Август коротким движением руки отпустил секретаря, вскочил с ложа, начал быстро ходить по комнате, вдруг он остановился напротив супруги.
– Откуда тебе известно про завещание?
Но тут же, не слушая Ливию, он махнул рукой, словно желая сказать: «Мне всё равно», забегал вновь по комнате. Ливия, сидя на ложе в покорной позе и кротко глядя на взволнованного Августа, напряжённо ждала его ответа. Наконец он сказал:
– Я не изменю завещание.
– Но ты мог бы на день – два воздержаться от его объявления перед Правительством.
– Зачем?
– Я ещё не нагляделась на твоего сына Тиберия.
Август посмотрел на песочные часы. Оставалось тридцать минут до заседания Правительства, которое Август назначил в храме Юпитера Благого. Потом он сильно хлопнул в ладоши. Вошёл секретарь.
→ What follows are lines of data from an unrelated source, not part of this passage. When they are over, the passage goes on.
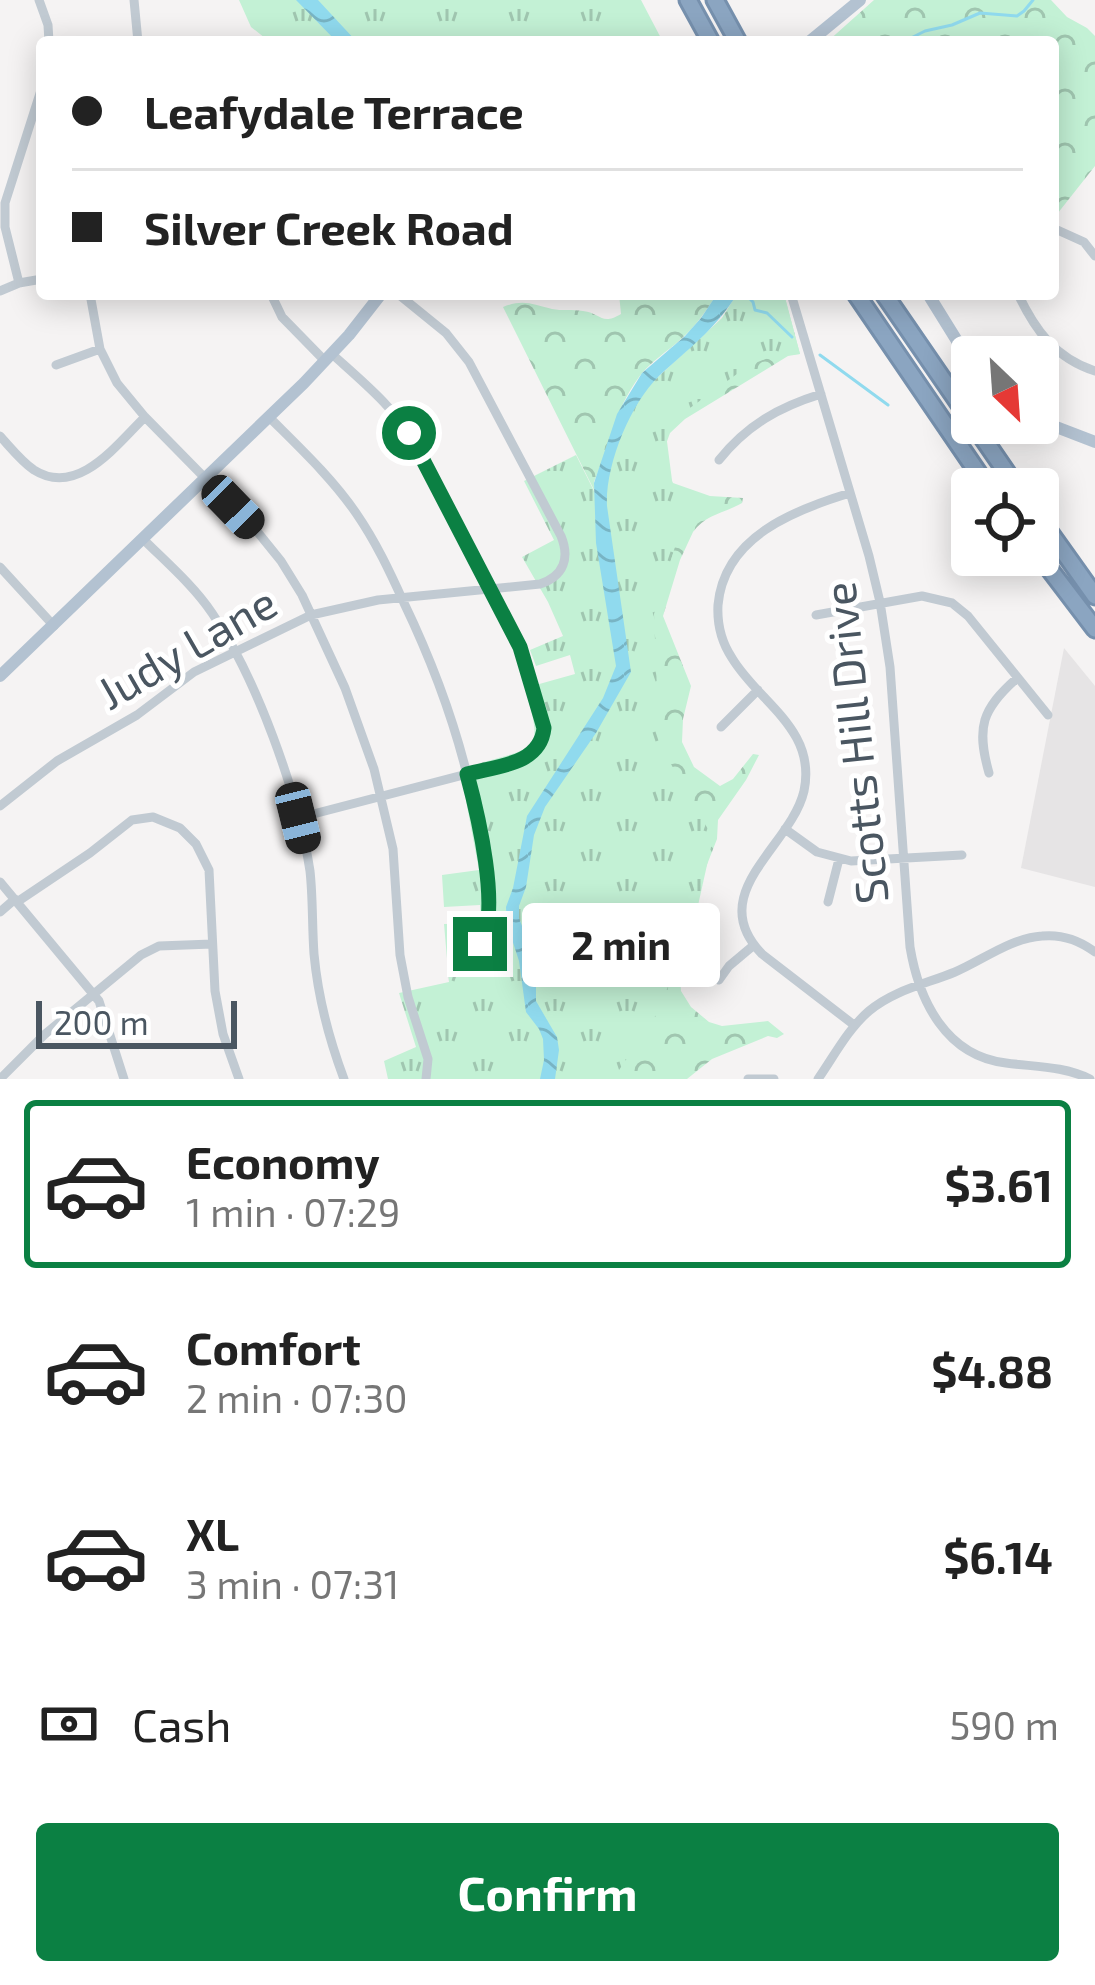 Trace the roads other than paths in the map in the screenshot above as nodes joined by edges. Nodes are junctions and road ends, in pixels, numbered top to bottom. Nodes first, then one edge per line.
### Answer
1 (39, 0) edge
2 (134, 0) edge
3 (688, 0) edge
4 (715, 0) edge
5 (860, 0) edge
6 (49, 36) edge
7 (137, 36) edge
8 (708, 36) edge
9 (735, 36) edge
10 (816, 36) edge
11 (36, 106) edge
12 (1095, 229) edge
13 (1059, 231) edge
14 (1084, 242) junction
15 (1095, 256) edge
16 (36, 280) edge
17 (19, 283) junction
18 (0, 291) edge
19 (91, 300) edge
20 (274, 300) edge
21 (376, 300) edge
22 (405, 300) edge
23 (793, 300) edge
24 (860, 300) edge
25 (888, 300) edge
26 (932, 300) edge
27 (1021, 300) edge
28 (954, 336) edge
29 (100, 349) junction
30 (328, 357) junction
31 (56, 365) dead end
32 (1095, 371) edge
33 (821, 394) junction
34 (145, 417) junction
35 (269, 417) junction
36 (1059, 428) edge
37 (0, 436) edge
38 (1095, 442) edge
39 (719, 460) dead end
40 (975, 468) edge
41 (1004, 468) edge
42 (204, 478) junction
43 (850, 493) junction
44 (142, 538) junction
45 (1059, 543) edge
46 (1059, 546) edge
47 (0, 567) edge
48 (1055, 576) edge
49 (1095, 586) edge
50 (490, 588) junction
51 (1095, 596) edge
52 (401, 597) junction
53 (880, 602) junction
54 (311, 615) junction
55 (816, 616) dead end
56 (54, 626) junction
57 (1095, 629) edge
58 (234, 652) junction
59 (0, 676) edge
60 (1017, 678) junction
61 (758, 690) junction
62 (1048, 716) dead end
63 (721, 727) dead end
64 (989, 773) dead end
65 (467, 774) junction
66 (381, 796) junction
67 (0, 806) edge
68 (298, 818) junction
69 (785, 829) junction
70 (962, 855) dead end
71 (904, 859) junction
72 (839, 860) junction
73 (0, 882) edge
74 (16, 901) junction
75 (828, 902) dead end
76 (0, 912) edge
77 (212, 944) junction
78 (480, 944) dead end
79 (754, 945) junction
80 (1095, 952) edge
81 (719, 980) dead end
82 (919, 985) junction
83 (94, 994) junction
84 (854, 1025) junction
85 (1034, 1065) junction
86 (0, 1079) edge
87 (124, 1079) edge
88 (238, 1079) edge
89 (344, 1079) edge
90 (427, 1079) edge
91 (748, 1079) edge
92 (774, 1079) edge
93 (818, 1079) edge
94 (1034, 1079) edge
95 (1090, 1079) edge

1 - 6 street
2 - 7 street
3 - 8 highway
4 - 9 highway
5 - 10 main road
11 - 17 street
12 - 14 street
13 - 14 street
14 - 15 street
16 - 17 street
17 - 18 street
19 - 29 street
20 - 30 street
21 - 30 main road
22 - 50 street, Judy Lane
23 - 33 street, Scotts Hill Drive
24 - 40 highway
25 - 41 highway
26 - 28 main road
27 - 32 street
29 - 31 street
29 - 34 street
30 - 35 main road
30 - 50 street
33 - 39 street
33 - 43 street, Scotts Hill Drive
34 - 37 street
34 - 42 street
35 - 42 main road
35 - 52 street
36 - 38 main road
42 - 44 main road
42 - 54 street
43 - 53 street, Scotts Hill Drive
43 - 61 street
44 - 56 main road
44 - 58 street
45 - 49 highway
46 - 51 highway
47 - 56 street
48 - 57 highway
50 - 52 street, Judy Lane
50 - 65 street
52 - 54 street, Judy Lane
52 - 65 street
53 - 55 street
53 - 60 street
53 - 71 street, Scotts Hill Drive
54 - 58 street, Judy Lane
54 - 66 street
56 - 59 main road
58 - 67 street, Judy Lane
58 - 68 street
60 - 62 street
60 - 64 street
61 - 63 street
61 - 69 street
65 - 66 street
65 - 78 street
66 - 68 street
66 - 90 street
68 - 89 street
69 - 72 street
69 - 79 street
70 - 71 street
71 - 72 street
71 - 82 street, Scotts Hill Drive
72 - 75 street
73 - 74 street
74 - 76 street
74 - 77 street
74 - 83 street
77 - 83 street
77 - 88 street
79 - 81 street
79 - 84 street
80 - 82 street
82 - 84 street
82 - 85 street, Scotts Hill Drive
83 - 86 street
83 - 87 street
84 - 93 street
85 - 94 street
85 - 95 street, Scotts Hill Drive
91 - 92 street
– Как только Гортензий Флакк появится в Правительстве, то пускай мои ликторы немедленно окружат его и не позволят ему что-либо говорить или делать. Иди.
Август подошёл к Ливии, взял её за руку.
– Передай сыну, чтобы он шёл в храм Юпитера не по улицам крепости, а по подземному переходу. Я знаю, что против него существует составленный заговор. Тиберия могут убить в любое время.
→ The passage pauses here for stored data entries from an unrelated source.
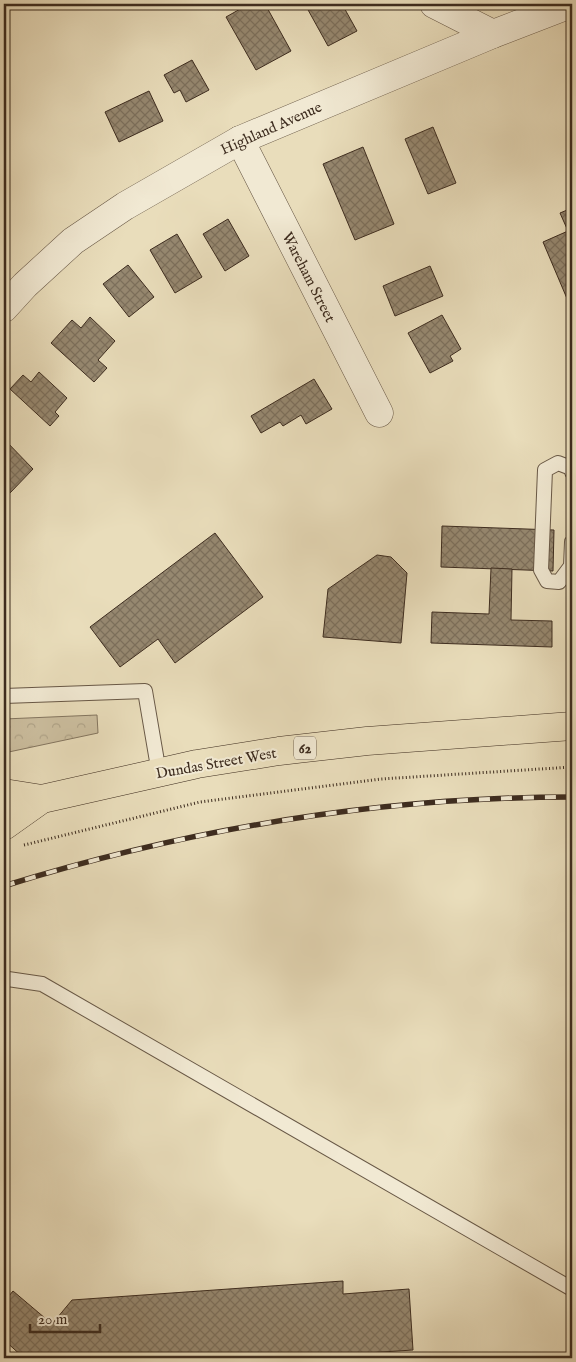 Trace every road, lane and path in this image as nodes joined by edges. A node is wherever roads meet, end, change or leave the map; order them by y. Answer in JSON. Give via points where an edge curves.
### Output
{"nodes":[{"id":1,"x":434,"y":4,"type":"edge"},
{"id":2,"x":571,"y":4,"type":"edge"},
{"id":3,"x":493,"y":34,"type":"junction"},
{"id":4,"x":240,"y":140,"type":"junction"},
{"id":5,"x":4,"y":308,"type":"edge"},
{"id":6,"x":379,"y":413,"type":"dead end"},
{"id":7,"x":572,"y":472,"type":"edge"},
{"id":8,"x":572,"y":542,"type":"edge"},
{"id":9,"x":4,"y":696,"type":"edge"},
{"id":10,"x":572,"y":726,"type":"edge"},
{"id":11,"x":572,"y":768,"type":"edge"},
{"id":12,"x":159,"y":773,"type":"junction"},
{"id":13,"x":4,"y":792,"type":"edge"},
{"id":14,"x":42,"y":799,"type":"junction"},
{"id":15,"x":4,"y":826,"type":"edge"},
{"id":16,"x":22,"y":846,"type":"dead end"},
{"id":17,"x":4,"y":981,"type":"edge"},
{"id":18,"x":572,"y":1289,"type":"edge"}],
"edges":[{"from":1,"to":3,"type":"street"},
{"from":2,"to":3,"type":"street","name":"Highland Avenue"},
{"from":3,"to":4,"type":"street","name":"Highland Avenue"},
{"from":4,"to":5,"type":"street","name":"Highland Avenue","via":[[125,206],[73,241]]},
{"from":4,"to":6,"type":"street","name":"Wareham Street"},
{"from":7,"to":8,"type":"lane","via":[[571,468],[558,463],[546,470],[541,570],[547,581],[559,582],[571,566]]},
{"from":9,"to":12,"type":"lane","via":[[145,691]]},
{"from":10,"to":12,"type":"main road","name":"Dundas Street West","number":"62","via":[[358,742],[279,751]]},
{"from":11,"to":16,"type":"path","via":[[381,779],[200,802]]},
{"from":12,"to":14,"type":"main road","name":"Dundas Street West","number":"62"},
{"from":13,"to":14,"type":"main road","name":"Dundas Street West","number":"62"},
{"from":14,"to":15,"type":"main road","name":"Dundas Street West","number":"62"},
{"from":17,"to":18,"type":"lane","via":[[42,984]]}]}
Озабоченно морщась, он проводил супругу до коридора, а потом вновь хлопнул в ладоши. И едва секретарь появился в комнате, который, зная всё, и не думал выполнять приказ Августа, приказал:
– Префекта претория ко мне. Бегом!
Тиберий с факелом в руке торопливо спустился по осклизлым каменным ступеням в прохладное подземелье, которое он хорошо знал. И теперь, едва ли не бегом помчался по широкому коридору, считая повороты и ответвления ходов, взволнованный от предстоявшей встречи с Правительством.
Впереди звякнул металл. Полководец замедлил шаги, прислушался, но звук не повторился. И Тиберий, осторожно переводя дыхание и поглядывая в боковые коридоры, заспешил дальше. Едва он выскочил на подземную площадь, как увидел в свете факела стоявших полукругом преторианцев с обнажёнными мечами. За его спиной загрохотали шаги многих людей. Он обернулся. Преторианцы молча замкнули круг. Центурион с факелом вышел вперёд. Тиберий, с горечью говоря: «Отец, отец, ты всё-таки убил меня…» отбросил свой факел и выхватил из-под тоги два меча. Приготовился к последней своей битве.